Looking through the listing that follows, count every line with the string "Left" and state the number alone.

#### Information given
*** Block opens ***

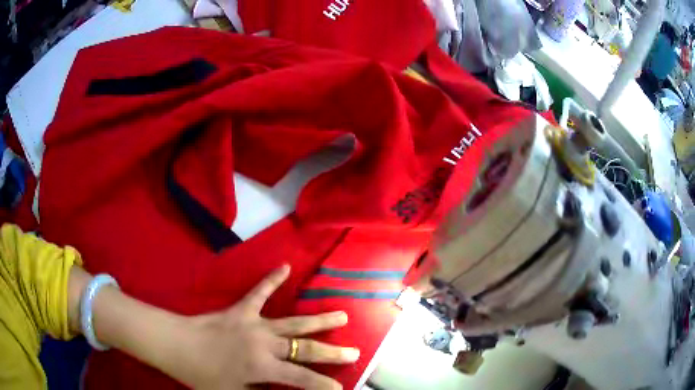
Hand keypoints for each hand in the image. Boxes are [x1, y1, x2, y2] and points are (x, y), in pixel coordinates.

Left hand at [170, 265, 358, 389]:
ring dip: (319, 320)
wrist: (176, 344)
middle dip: (332, 352)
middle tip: (355, 351)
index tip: (343, 388)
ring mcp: (254, 323)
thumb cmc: (202, 375)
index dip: (324, 386)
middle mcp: (264, 344)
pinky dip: (272, 279)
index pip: (303, 380)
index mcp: (262, 367)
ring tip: (342, 315)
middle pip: (305, 348)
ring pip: (293, 322)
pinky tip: (285, 266)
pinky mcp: (241, 309)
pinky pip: (259, 292)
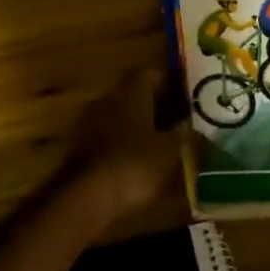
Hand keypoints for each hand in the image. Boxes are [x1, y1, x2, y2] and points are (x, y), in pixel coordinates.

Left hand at [61, 71, 188, 235]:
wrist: (85, 198)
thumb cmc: (134, 165)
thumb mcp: (169, 151)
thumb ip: (182, 133)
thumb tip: (191, 123)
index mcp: (131, 92)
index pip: (152, 72)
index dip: (170, 81)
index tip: (186, 93)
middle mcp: (108, 98)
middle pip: (134, 92)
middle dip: (155, 103)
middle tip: (177, 118)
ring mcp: (89, 120)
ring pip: (120, 113)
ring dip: (137, 123)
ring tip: (159, 140)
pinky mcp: (78, 144)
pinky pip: (106, 134)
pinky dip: (122, 141)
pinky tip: (136, 159)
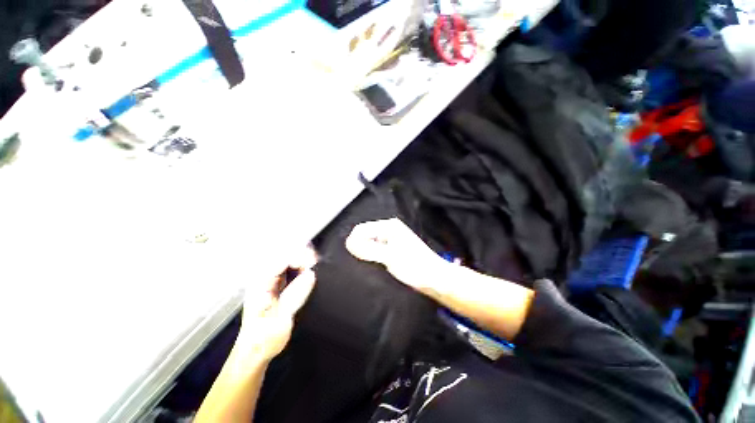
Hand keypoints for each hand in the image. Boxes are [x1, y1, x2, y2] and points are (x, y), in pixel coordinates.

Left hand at [236, 249, 316, 361]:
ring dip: (301, 258)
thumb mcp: (282, 320)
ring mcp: (266, 281)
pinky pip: (287, 267)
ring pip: (285, 259)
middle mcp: (261, 279)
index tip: (313, 263)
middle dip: (301, 254)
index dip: (298, 257)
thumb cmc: (263, 340)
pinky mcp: (273, 284)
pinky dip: (299, 265)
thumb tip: (311, 274)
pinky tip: (307, 268)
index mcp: (259, 286)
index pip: (280, 260)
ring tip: (313, 264)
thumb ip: (296, 295)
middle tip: (315, 262)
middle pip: (282, 255)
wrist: (254, 351)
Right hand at [345, 218, 445, 290]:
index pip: (361, 229)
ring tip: (370, 264)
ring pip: (370, 242)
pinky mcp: (394, 247)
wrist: (434, 277)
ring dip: (366, 252)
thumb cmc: (414, 266)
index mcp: (388, 226)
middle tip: (362, 262)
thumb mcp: (388, 257)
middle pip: (365, 235)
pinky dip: (373, 255)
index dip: (354, 242)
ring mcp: (392, 238)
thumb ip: (367, 249)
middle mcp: (389, 229)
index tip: (352, 256)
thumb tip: (349, 244)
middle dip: (360, 247)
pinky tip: (376, 264)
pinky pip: (376, 248)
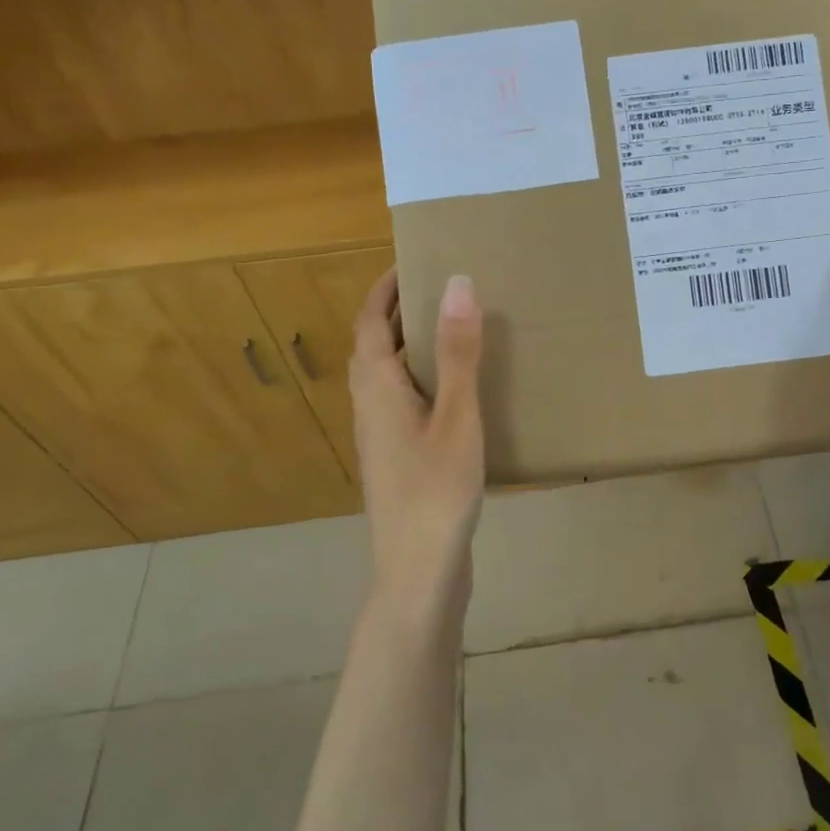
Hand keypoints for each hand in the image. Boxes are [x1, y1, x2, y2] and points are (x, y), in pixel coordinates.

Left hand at [350, 268, 485, 607]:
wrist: (418, 571)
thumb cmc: (436, 490)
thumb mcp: (457, 415)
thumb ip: (459, 351)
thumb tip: (457, 281)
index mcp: (377, 387)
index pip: (371, 320)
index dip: (387, 287)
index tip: (414, 259)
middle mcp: (370, 405)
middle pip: (376, 345)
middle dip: (401, 311)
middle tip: (444, 288)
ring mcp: (381, 435)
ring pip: (390, 374)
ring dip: (413, 344)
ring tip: (456, 328)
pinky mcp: (397, 457)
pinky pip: (405, 399)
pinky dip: (425, 377)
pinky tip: (459, 389)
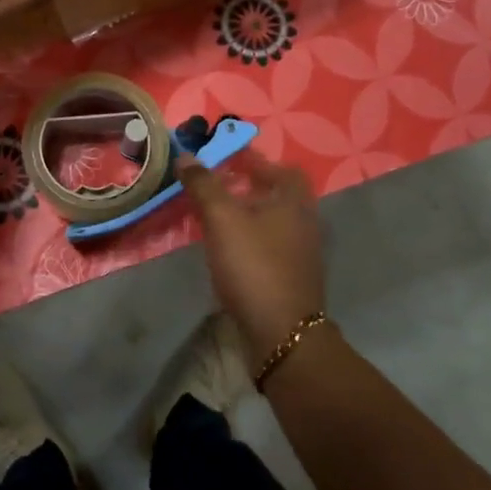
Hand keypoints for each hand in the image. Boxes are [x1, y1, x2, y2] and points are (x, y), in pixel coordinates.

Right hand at [177, 151, 325, 360]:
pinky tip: (227, 250)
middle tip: (218, 185)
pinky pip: (270, 247)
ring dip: (248, 215)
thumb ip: (204, 185)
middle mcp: (304, 224)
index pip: (283, 169)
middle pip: (279, 195)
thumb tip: (186, 156)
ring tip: (216, 216)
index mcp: (294, 202)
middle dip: (250, 187)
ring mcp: (300, 254)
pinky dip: (250, 240)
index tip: (229, 159)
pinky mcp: (291, 279)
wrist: (281, 334)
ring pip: (274, 223)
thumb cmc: (254, 266)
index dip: (257, 160)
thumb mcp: (223, 219)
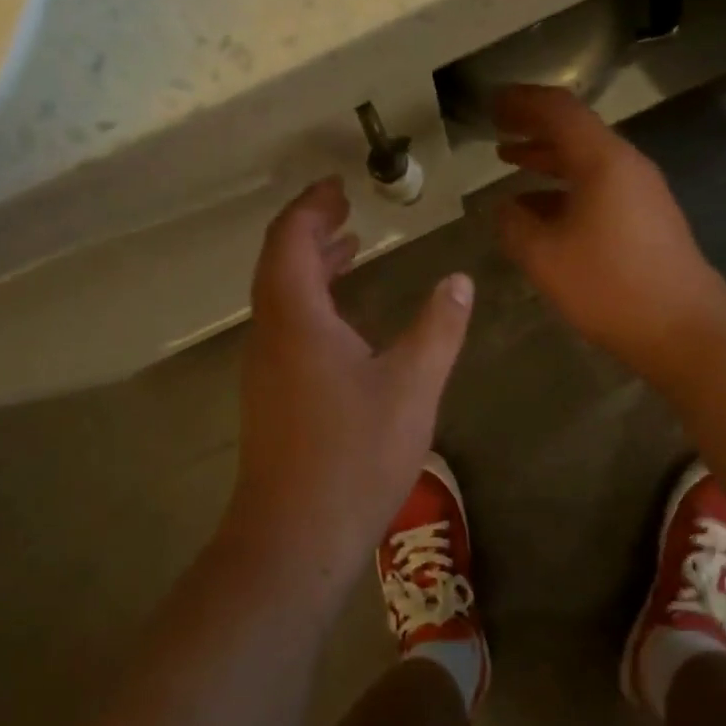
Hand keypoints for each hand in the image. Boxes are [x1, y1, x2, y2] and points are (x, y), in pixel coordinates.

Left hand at [226, 178, 473, 589]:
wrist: (293, 540)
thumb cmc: (354, 456)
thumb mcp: (412, 386)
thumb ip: (438, 328)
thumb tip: (459, 281)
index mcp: (297, 319)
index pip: (290, 240)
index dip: (311, 207)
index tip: (338, 185)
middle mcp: (272, 333)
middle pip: (279, 262)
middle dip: (310, 228)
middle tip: (345, 207)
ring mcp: (266, 367)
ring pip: (281, 295)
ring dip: (311, 263)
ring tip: (350, 245)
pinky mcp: (272, 394)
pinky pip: (287, 323)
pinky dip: (312, 299)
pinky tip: (345, 316)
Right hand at [492, 84, 725, 382]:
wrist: (686, 330)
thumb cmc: (611, 287)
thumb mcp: (546, 258)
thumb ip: (514, 226)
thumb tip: (503, 209)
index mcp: (603, 161)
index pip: (559, 110)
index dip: (522, 102)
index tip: (491, 103)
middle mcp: (626, 165)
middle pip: (575, 131)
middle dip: (532, 126)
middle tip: (496, 126)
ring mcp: (641, 192)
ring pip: (586, 161)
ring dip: (547, 158)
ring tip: (509, 160)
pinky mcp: (647, 218)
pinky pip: (599, 187)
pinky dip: (564, 188)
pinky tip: (540, 210)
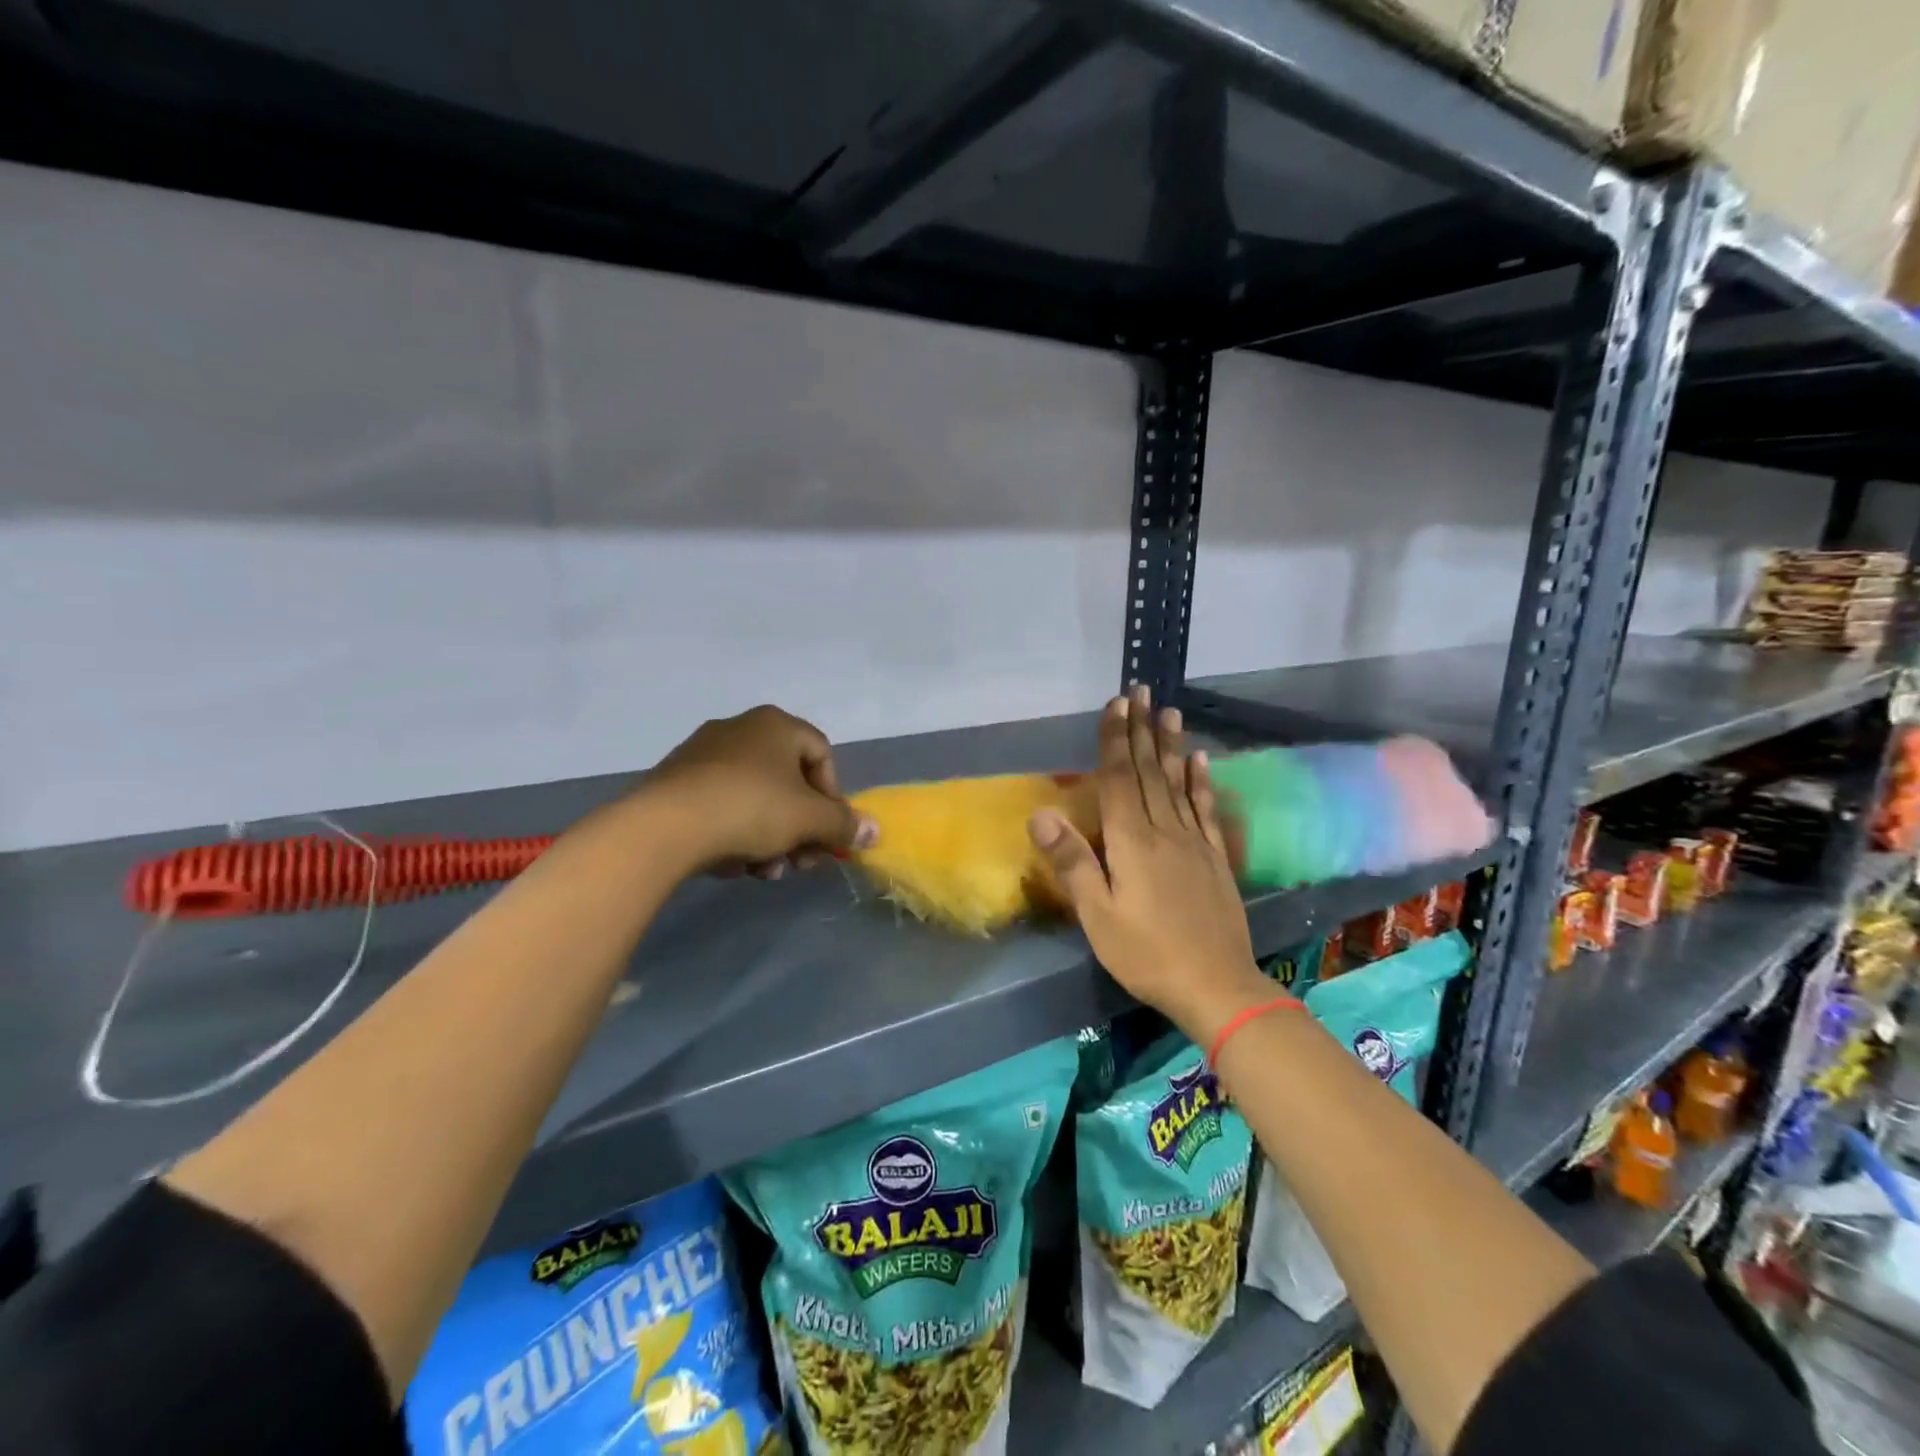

*** Block closes ***

#### Result of the task
5